Given data:
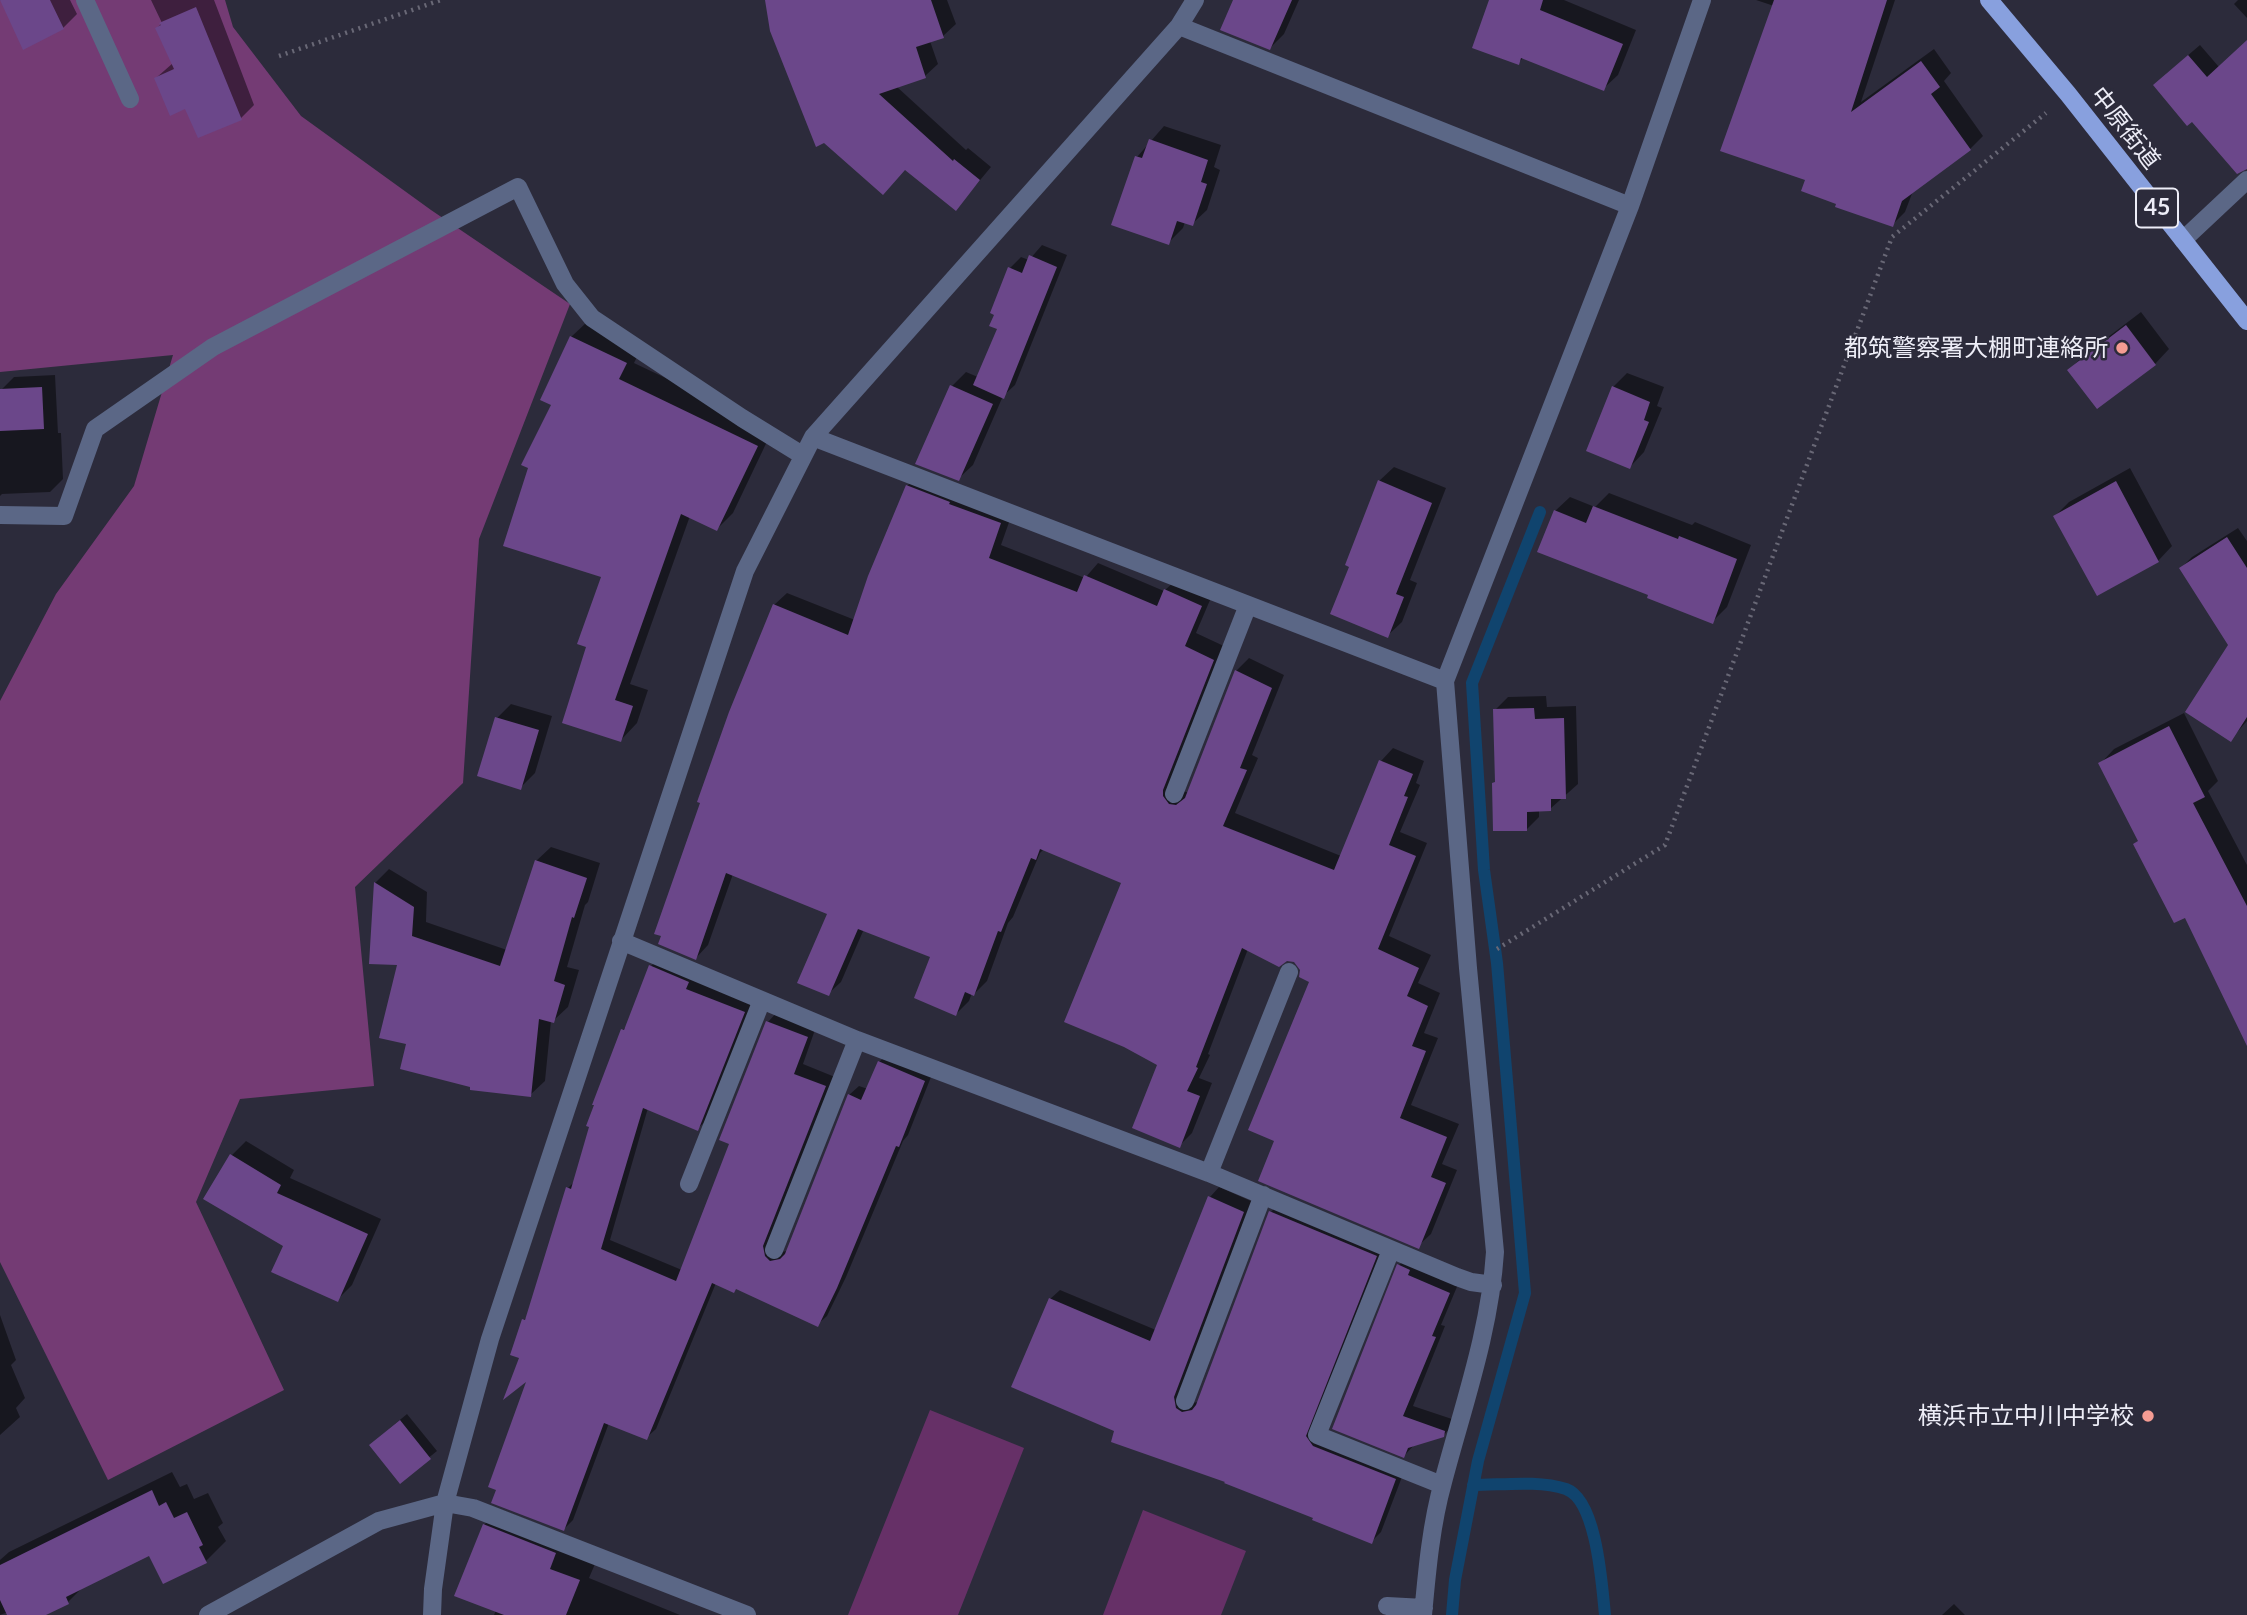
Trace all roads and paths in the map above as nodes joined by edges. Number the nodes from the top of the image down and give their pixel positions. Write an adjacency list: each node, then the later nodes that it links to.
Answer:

...

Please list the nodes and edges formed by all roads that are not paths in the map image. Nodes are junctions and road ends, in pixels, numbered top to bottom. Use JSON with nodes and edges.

---

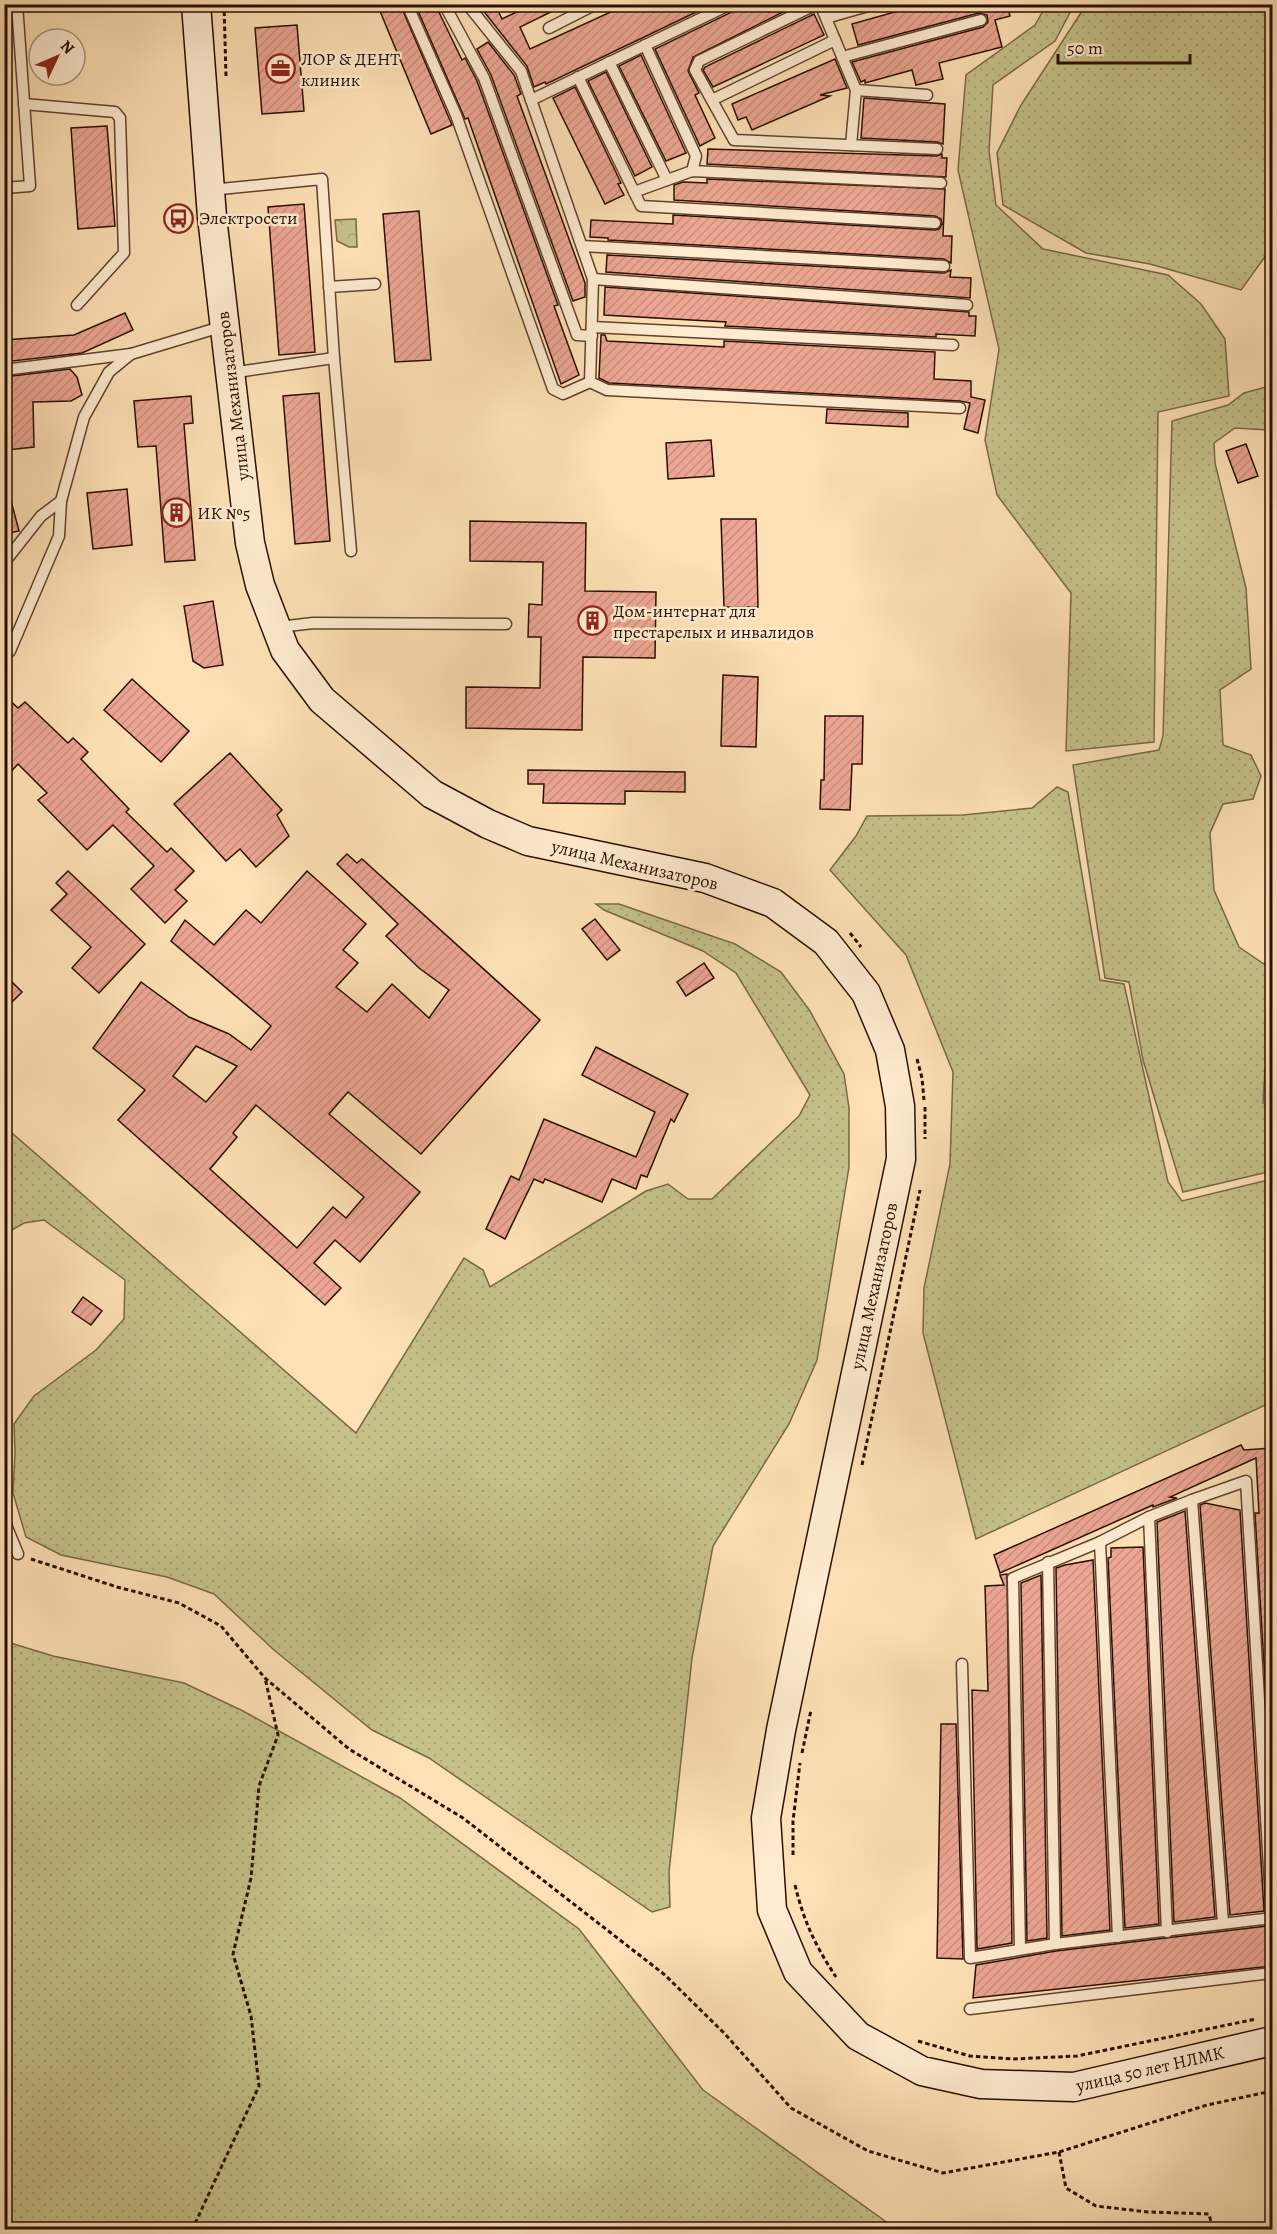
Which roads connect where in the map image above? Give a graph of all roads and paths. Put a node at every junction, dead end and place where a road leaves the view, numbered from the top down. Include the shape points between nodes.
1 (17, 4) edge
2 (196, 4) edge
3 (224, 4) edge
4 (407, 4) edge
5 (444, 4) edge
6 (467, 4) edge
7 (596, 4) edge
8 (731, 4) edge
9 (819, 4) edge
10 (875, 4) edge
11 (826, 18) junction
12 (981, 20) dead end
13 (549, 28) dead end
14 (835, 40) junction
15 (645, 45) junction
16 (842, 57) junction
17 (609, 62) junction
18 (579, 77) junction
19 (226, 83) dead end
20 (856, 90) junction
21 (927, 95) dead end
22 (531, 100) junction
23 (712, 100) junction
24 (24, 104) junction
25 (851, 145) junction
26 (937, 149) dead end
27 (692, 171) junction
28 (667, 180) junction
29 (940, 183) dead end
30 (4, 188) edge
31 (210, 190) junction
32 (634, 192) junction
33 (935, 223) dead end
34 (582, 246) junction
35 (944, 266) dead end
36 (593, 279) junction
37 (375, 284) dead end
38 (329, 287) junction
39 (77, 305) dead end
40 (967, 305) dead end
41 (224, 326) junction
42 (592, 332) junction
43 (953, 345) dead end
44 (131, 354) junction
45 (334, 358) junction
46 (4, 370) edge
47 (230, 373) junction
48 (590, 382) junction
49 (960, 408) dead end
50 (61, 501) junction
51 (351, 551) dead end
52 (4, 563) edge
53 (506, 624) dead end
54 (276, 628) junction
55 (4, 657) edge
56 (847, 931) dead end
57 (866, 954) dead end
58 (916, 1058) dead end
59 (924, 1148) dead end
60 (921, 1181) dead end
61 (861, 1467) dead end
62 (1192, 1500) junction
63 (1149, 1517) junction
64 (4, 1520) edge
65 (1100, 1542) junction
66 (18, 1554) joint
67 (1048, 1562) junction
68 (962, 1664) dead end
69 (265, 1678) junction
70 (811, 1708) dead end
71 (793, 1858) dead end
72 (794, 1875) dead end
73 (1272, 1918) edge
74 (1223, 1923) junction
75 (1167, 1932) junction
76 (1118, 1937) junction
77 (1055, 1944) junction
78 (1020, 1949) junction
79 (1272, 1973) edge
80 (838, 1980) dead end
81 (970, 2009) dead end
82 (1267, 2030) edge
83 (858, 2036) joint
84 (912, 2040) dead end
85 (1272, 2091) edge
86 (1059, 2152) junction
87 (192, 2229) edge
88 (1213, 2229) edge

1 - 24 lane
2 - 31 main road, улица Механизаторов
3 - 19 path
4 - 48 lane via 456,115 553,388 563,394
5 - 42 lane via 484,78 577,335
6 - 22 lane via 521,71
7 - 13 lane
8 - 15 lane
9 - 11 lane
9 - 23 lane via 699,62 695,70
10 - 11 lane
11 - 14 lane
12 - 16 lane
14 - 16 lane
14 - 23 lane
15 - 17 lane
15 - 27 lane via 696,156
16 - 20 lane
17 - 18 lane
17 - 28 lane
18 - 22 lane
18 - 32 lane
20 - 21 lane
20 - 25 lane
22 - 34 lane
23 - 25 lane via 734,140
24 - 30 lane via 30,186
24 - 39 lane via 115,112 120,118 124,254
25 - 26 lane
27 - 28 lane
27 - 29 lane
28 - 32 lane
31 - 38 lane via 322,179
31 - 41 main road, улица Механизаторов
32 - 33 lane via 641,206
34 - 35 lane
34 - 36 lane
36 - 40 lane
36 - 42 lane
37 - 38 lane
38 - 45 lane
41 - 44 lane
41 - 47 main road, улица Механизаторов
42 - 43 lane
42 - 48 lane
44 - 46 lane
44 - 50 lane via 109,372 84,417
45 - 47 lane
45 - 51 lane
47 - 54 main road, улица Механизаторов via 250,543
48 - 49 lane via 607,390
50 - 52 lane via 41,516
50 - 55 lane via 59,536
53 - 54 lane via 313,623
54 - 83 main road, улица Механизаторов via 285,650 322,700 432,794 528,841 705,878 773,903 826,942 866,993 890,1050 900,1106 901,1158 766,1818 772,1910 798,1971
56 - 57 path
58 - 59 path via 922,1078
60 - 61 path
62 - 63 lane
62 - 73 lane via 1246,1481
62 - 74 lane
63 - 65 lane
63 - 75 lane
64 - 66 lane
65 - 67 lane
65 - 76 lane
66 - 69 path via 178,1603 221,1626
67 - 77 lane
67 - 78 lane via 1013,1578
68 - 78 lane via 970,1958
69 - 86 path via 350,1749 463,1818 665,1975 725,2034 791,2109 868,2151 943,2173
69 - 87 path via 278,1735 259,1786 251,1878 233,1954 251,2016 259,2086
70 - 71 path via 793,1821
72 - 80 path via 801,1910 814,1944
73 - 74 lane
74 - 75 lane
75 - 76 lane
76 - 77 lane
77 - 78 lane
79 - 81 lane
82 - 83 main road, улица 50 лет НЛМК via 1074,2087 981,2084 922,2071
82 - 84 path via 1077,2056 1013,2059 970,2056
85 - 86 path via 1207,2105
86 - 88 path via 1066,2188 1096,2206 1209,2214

Task to complete: All lines that contain the word "edges" should be copied from the listing.

Reply:
Trace all roads and paths in the map above as nodes joined by edges. Number the nodes from the top of the image down and give their pixel positions. Write an adjacency list: each node, then the later nodes that it links to.
Please list the nodes and edges formed by all roads that are not paths in the map image. Nodes are junctions and road ends, in pixels, numbered top to bottom. Use JSON with nodes and edges.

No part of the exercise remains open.